Chinese electric vehicle (EV) makers are rapidly gaining market share globally, especially in markets without import tariffs. The U.S. effectively blocks Chinese EVs to protect domestic jobs, as American automakers can’t compete on price.

China has around 150 automakers, heavily subsidized by the government, which is unsustainable. A wave of consolidation or bankruptcies is expected. In 2024, China sold over 25 million vehicles, with Chinese brands accounting for 18 million (65% of the market), mostly thanks to EV growth.

Foreign automakers like GM are struggling in China, evidenced by GM’s recent $5 billion write-down.

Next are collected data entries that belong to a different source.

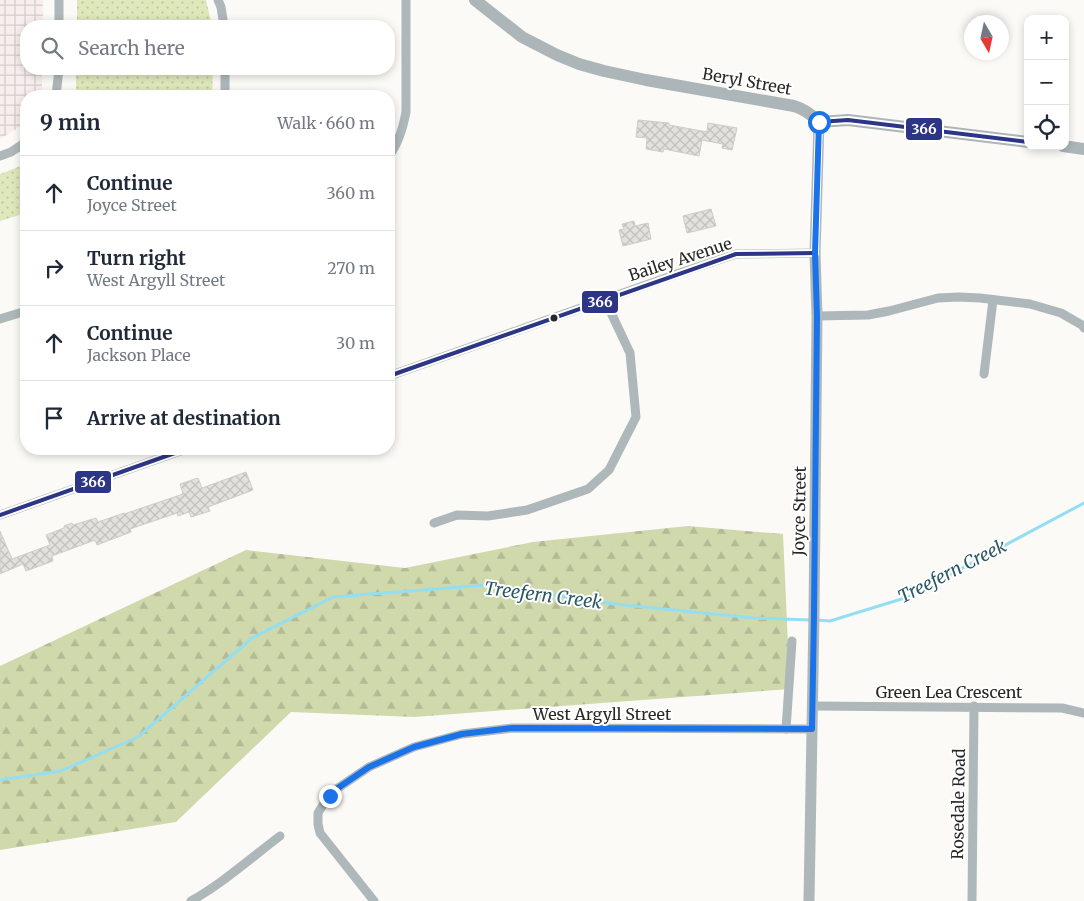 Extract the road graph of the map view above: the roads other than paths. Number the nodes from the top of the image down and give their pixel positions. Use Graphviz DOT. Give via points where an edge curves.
graph roads {
  1 [pos="59,0"];
  2 [pos="218,0"];
  3 [pos="406,0"];
  4 [pos="475,0"];
  5 [pos="59,20"];
  6 [pos="223,20"];
  7 [pos="58,75"];
  8 [pos="225,75"];
  9 [pos="57,90"];
  10 [pos="225,90"];
  11 [pos="819,122"];
  12 [pos="1024,142"];
  13 [pos="20,146"];
  14 [pos="395,147"];
  15 [pos="1069,147"];
  16 [pos="1084,149"];
  17 [pos="0,156"];
  18 [pos="815,253"];
  19 [pos="605,300"];
  20 [pos="993,300"];
  21 [pos="20,313"];
  22 [pos="817,316"];
  23 [pos="0,319"];
  24 [pos="1084,328"];
  25 [pos="395,374"];
  26 [pos="984,374"];
  27 [pos="169,455"];
  28 [pos="0,515"];
  29 [pos="434,523"];
  30 [pos="792,641"];
  31 [pos="813,706"];
  32 [pos="974,706"];
  33 [pos="1084,713"];
  34 [pos="786,729"];
  35 [pos="812,729"];
  36 [pos="280,836"];
  37 [pos="191,901"];
  38 [pos="374,901"];
  39 [pos="809,901"];
  40 [pos="972,901"];
  1 -- 5 [label="street"];
  2 -- 6 [label="street"];
  3 -- 14 [label="street" via="406,112"];
  4 -- 11 [label="main road, Beryl Street" via="522,37 579,64 646,80 803,108"];
  7 -- 9 [label="street"];
  8 -- 10 [label="street"];
  11 -- 12 [label="main road" via="848,120"];
  11 -- 18 [label="street, Joyce Street"];
  13 -- 17 [label="street"];
  15 -- 16 [label="main road"];
  18 -- 19 [label="street, Bailey Avenue" via="736,254"];
  18 -- 22 [label="street, Joyce Street"];
  19 -- 25 [label="street, Bailey Avenue"];
  19 -- 29 [label="street" via="630,353 636,416 609,470 588,489 527,510 488,516 457,515"];
  20 -- 22 [label="street" via="938,298 868,315"];
  20 -- 24 [label="street" via="1030,304 1061,313"];
  20 -- 26 [label="street"];
  21 -- 23 [label="street"];
  22 -- 31 [label="street, Joyce Street"];
  27 -- 28 [label="street"];
  30 -- 34 [label="street"];
  31 -- 32 [label="street, Green Lea Crescent"];
  31 -- 35 [label="street, Joyce Street"];
  32 -- 33 [label="street, Green Lea Crescent" via="1062,708"];
  32 -- 40 [label="street, Rosedale Road"];
  34 -- 35 [label="street, West Argyll Street"];
  34 -- 38 [label="street, West Argyll Street" via="513,728 462,734 414,747 369,767 335,790 318,813 320,833"];
  35 -- 39 [label="street, Joyce Street"];
  36 -- 37 [label="street"];
} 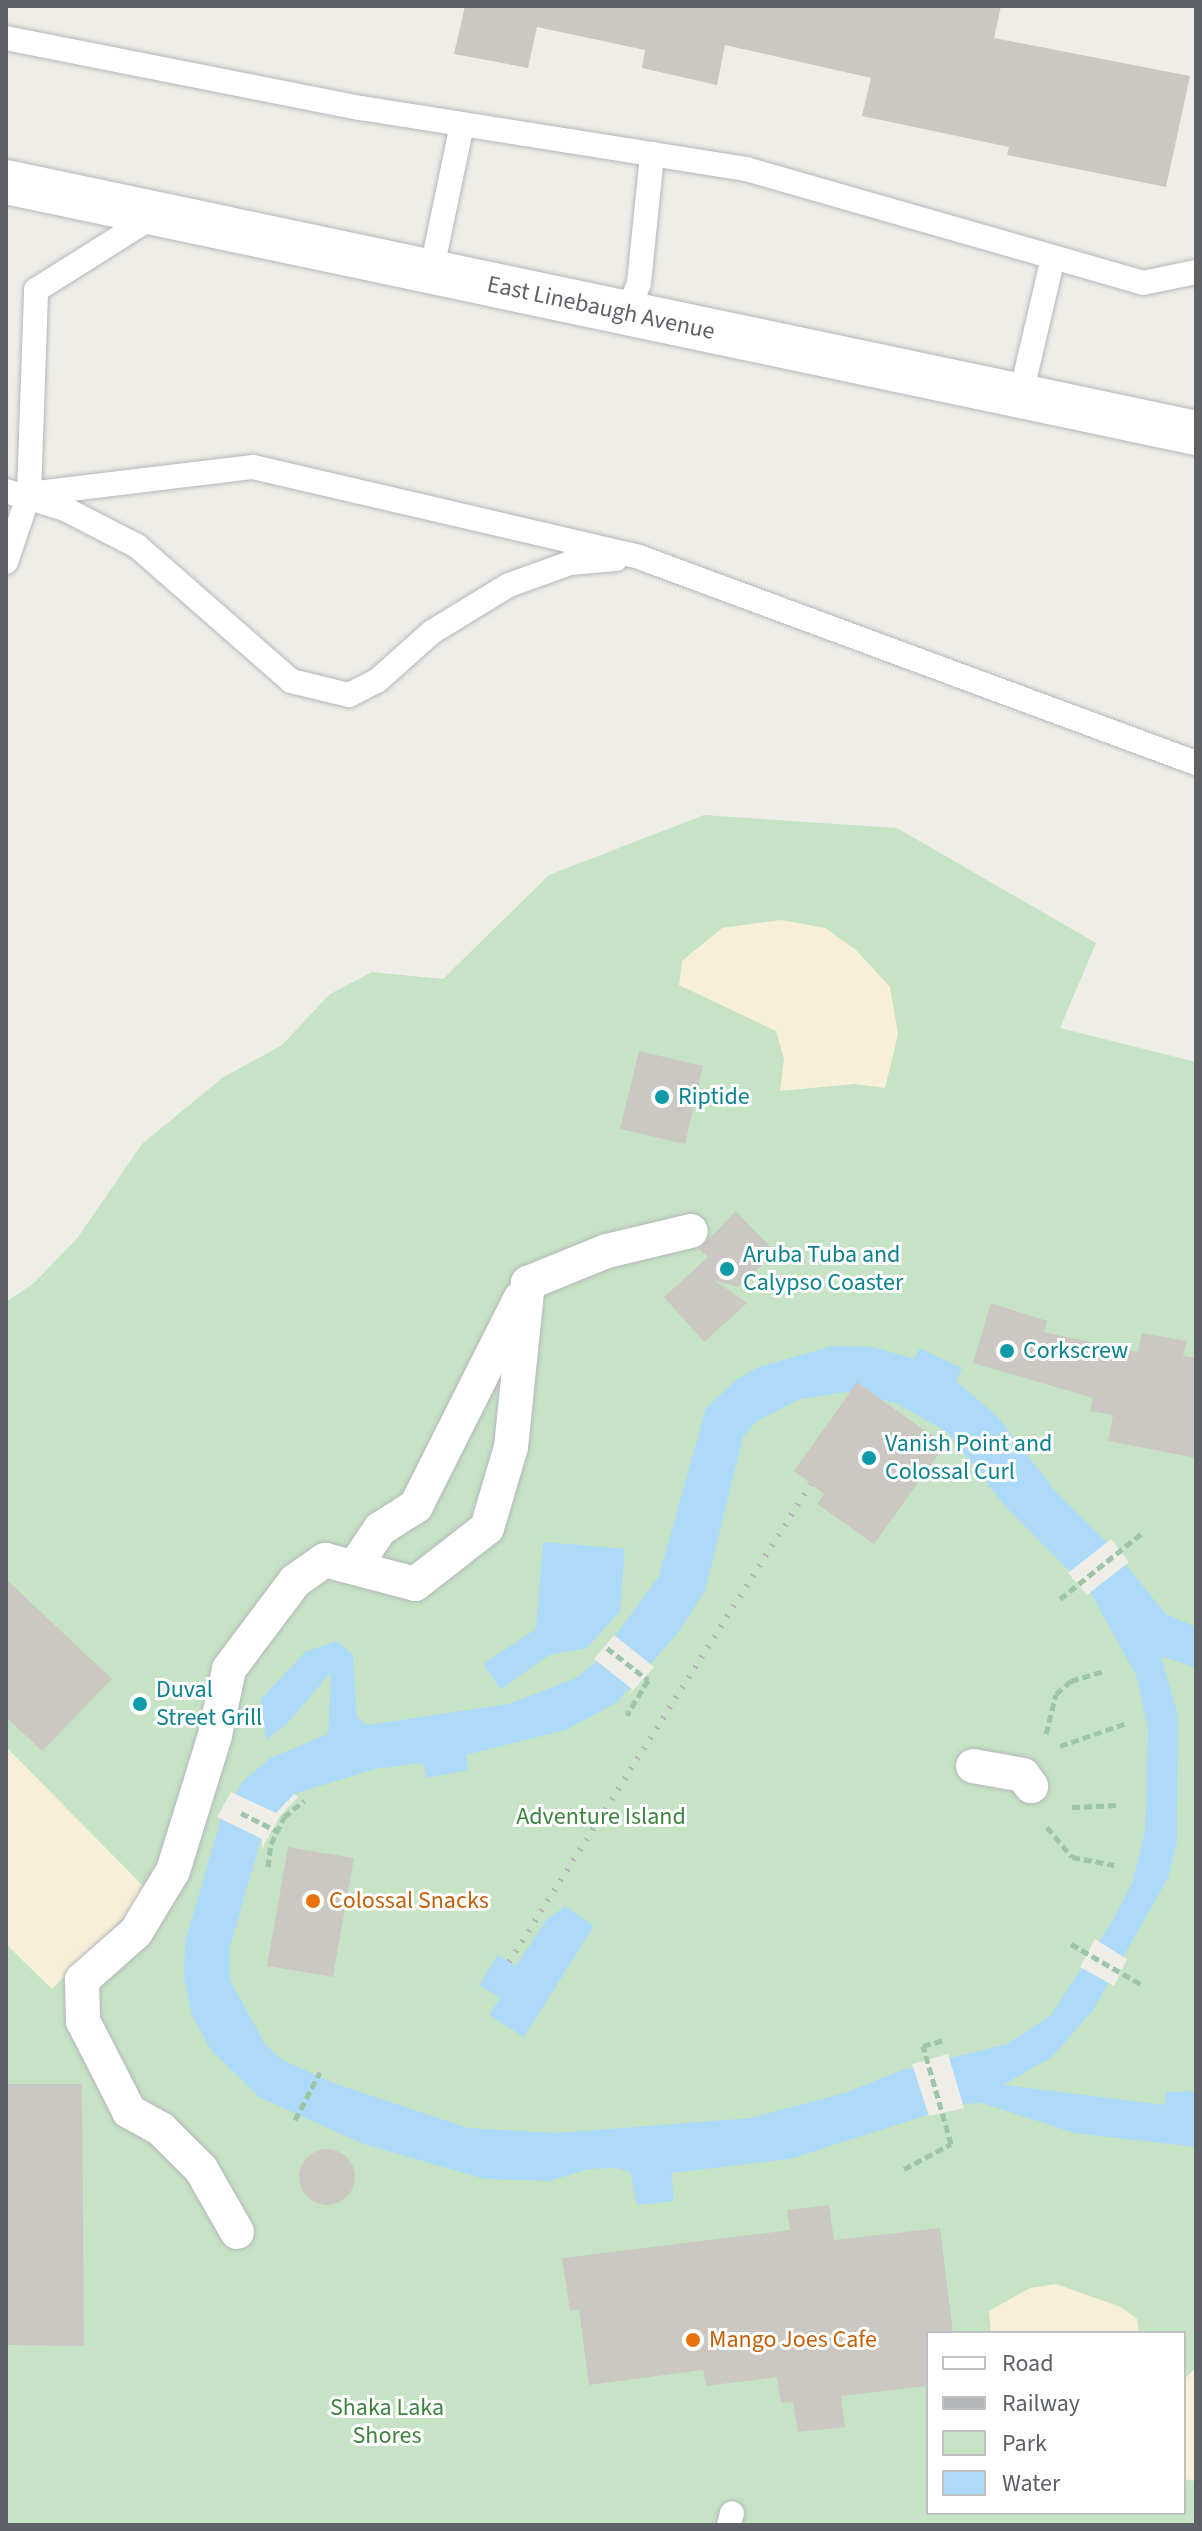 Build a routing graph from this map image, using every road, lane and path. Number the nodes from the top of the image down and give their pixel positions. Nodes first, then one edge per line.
1 (6, 38) edge
2 (462, 124) junction
3 (652, 154) junction
4 (6, 182) edge
5 (155, 215) junction
6 (1053, 258) junction
7 (1196, 272) edge
8 (431, 273) junction
9 (627, 313) junction
10 (1021, 394) junction
11 (1196, 433) edge
12 (17, 493) edge
13 (639, 557) junction
14 (6, 562) edge
15 (1196, 763) edge
16 (691, 1231) dead end
17 (528, 1283) junction
18 (1142, 1533) dead end
19 (355, 1566) junction
20 (1060, 1599) dead end
21 (607, 1648) dead end
22 (1103, 1671) dead end
23 (627, 1715) dead end
24 (1127, 1723) dead end
25 (973, 1766) dead end
26 (1031, 1769) junction
27 (304, 1801) dead end
28 (236, 1811) dead end
29 (1044, 1822) dead end
30 (277, 1831) junction
31 (1114, 1865) dead end
32 (268, 1867) dead end
33 (1071, 1944) dead end
34 (1144, 1986) dead end
35 (944, 2040) dead end
36 (320, 2072) dead end
37 (295, 2120) dead end
38 (904, 2169) dead end
39 (237, 2232) dead end

1 - 2 lane
2 - 3 lane
2 - 8 lane
3 - 6 lane
3 - 9 lane
4 - 5 street, East Linebaugh Avenue
5 - 8 street, East Linebaugh Avenue
5 - 12 lane
6 - 7 lane
6 - 10 lane
8 - 9 street, East Linebaugh Avenue
9 - 10 street, East Linebaugh Avenue
10 - 11 street, East Linebaugh Avenue
12 - 13 lane
12 - 13 lane
12 - 14 lane
13 - 15 lane
16 - 17 street
17 - 19 street
17 - 19 street
18 - 20 path
19 - 39 street
21 - 23 path
22 - 26 path
24 - 26 path
25 - 26 street
27 - 30 path
28 - 30 path
29 - 31 path
30 - 32 path
33 - 34 path
35 - 38 path
36 - 37 path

Featured Chinese Auto Stocks:

  1. BYD (BYDDF)
    • World’s largest EV maker, beating Tesla in revenue ($107B vs. $98B).
    • Stock doubled in the past year.
    • Trading at a forward P/E of 23 and PEG under 1.
    • Expanding globally with factories in Thailand, Hungary, Indonesia, Brazil, and upcoming ones in Turkey and Mexico.
  2. Xiaomi (XIACY)
    • Known for electronics, now also in EVs.
    • Stock is up 300% over the past year.
    • Forward P/E of 40 and PEG of 1.5.
    • Highly automated car production; potential for global expansion.
    • Currently makes the SU7 and high-performance SU7 Ultra.
  3. Li Auto (LI)
    • Makes “extended range electric vehicles” (EREVs).
    • Fully automated production, with 800v electric drives.
    • Hit 1 million cars produced.
    • Traded on Nasdaq, currently down for the year.
    • Strong fundamentals: P/E of 16, PEG of 0.8, and trades at 1.4x revenue.

Bottom line: Chinese EV makers are dominating the global market. For investors, BYD, Xiaomi, and Li Auto offer solid opportunities, with different growth profiles and valuations.